--- START ---
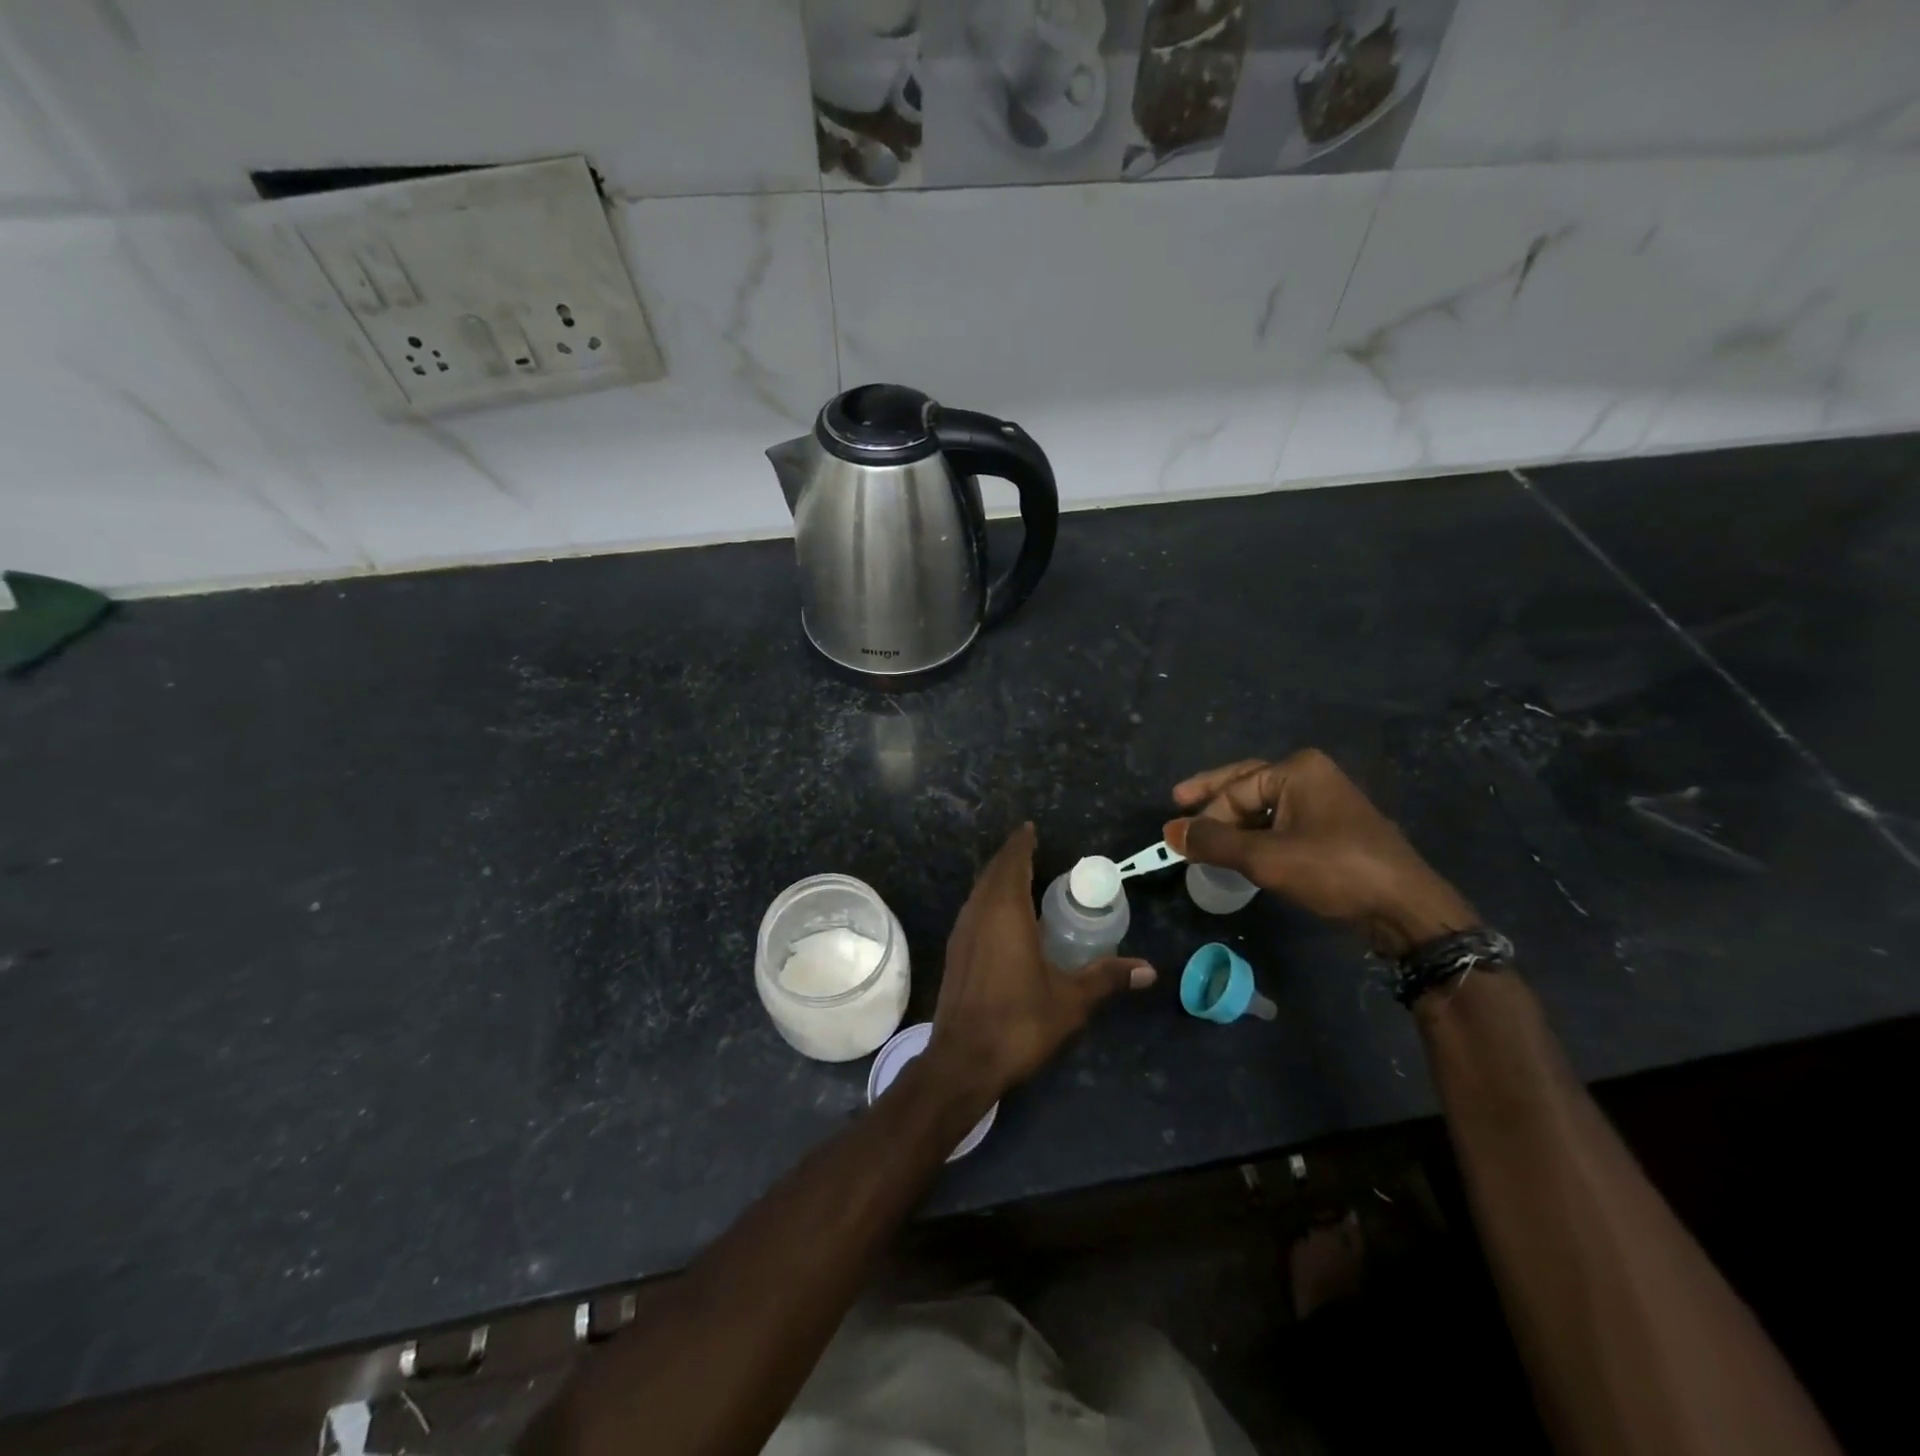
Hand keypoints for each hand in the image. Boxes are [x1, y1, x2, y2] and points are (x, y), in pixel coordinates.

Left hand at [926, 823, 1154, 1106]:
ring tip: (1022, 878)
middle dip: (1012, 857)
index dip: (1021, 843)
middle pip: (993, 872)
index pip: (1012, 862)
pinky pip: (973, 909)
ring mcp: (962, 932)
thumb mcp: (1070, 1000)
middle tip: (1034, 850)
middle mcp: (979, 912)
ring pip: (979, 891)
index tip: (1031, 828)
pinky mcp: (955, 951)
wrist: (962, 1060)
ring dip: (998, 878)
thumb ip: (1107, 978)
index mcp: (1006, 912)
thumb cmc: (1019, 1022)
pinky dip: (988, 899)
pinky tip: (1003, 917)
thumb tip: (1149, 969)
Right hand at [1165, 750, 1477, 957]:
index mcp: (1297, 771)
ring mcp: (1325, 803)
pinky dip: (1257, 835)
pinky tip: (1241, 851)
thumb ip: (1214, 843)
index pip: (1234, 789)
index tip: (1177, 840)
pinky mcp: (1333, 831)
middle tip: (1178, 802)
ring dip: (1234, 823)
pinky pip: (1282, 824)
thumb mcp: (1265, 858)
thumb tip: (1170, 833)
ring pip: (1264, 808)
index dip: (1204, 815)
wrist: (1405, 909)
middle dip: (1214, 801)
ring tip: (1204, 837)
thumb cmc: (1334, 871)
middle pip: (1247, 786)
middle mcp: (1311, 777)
--- END ---
Everything from the line with "ring pip: (979, 891)" through the last line of the data above, please return word for word, and no other line.

ring pip: (979, 891)
index tip: (1031, 828)
pinky mcp: (955, 951)
wrist: (962, 1060)
ring dip: (998, 878)
thumb ip: (1107, 978)
index mcp: (1006, 912)
thumb cmc: (1019, 1022)
pinky dip: (988, 899)
pinky tip: (1003, 917)
thumb tip: (1149, 969)
Right hand at [1165, 750, 1477, 957]:
index mcp: (1297, 771)
ring mcp: (1325, 803)
pinky dip: (1257, 835)
pinky tip: (1241, 851)
thumb ip: (1214, 843)
index pip: (1234, 789)
index tip: (1177, 840)
pinky mcp: (1333, 831)
middle tip: (1178, 802)
ring dip: (1234, 823)
pinky pip: (1282, 824)
thumb mcp: (1265, 858)
thumb tip: (1170, 833)
ring pip: (1264, 808)
index dip: (1204, 815)
wrist: (1405, 909)
middle dip: (1214, 801)
ring tip: (1204, 837)
thumb cmc: (1334, 871)
middle pip: (1247, 786)
middle mcp: (1311, 777)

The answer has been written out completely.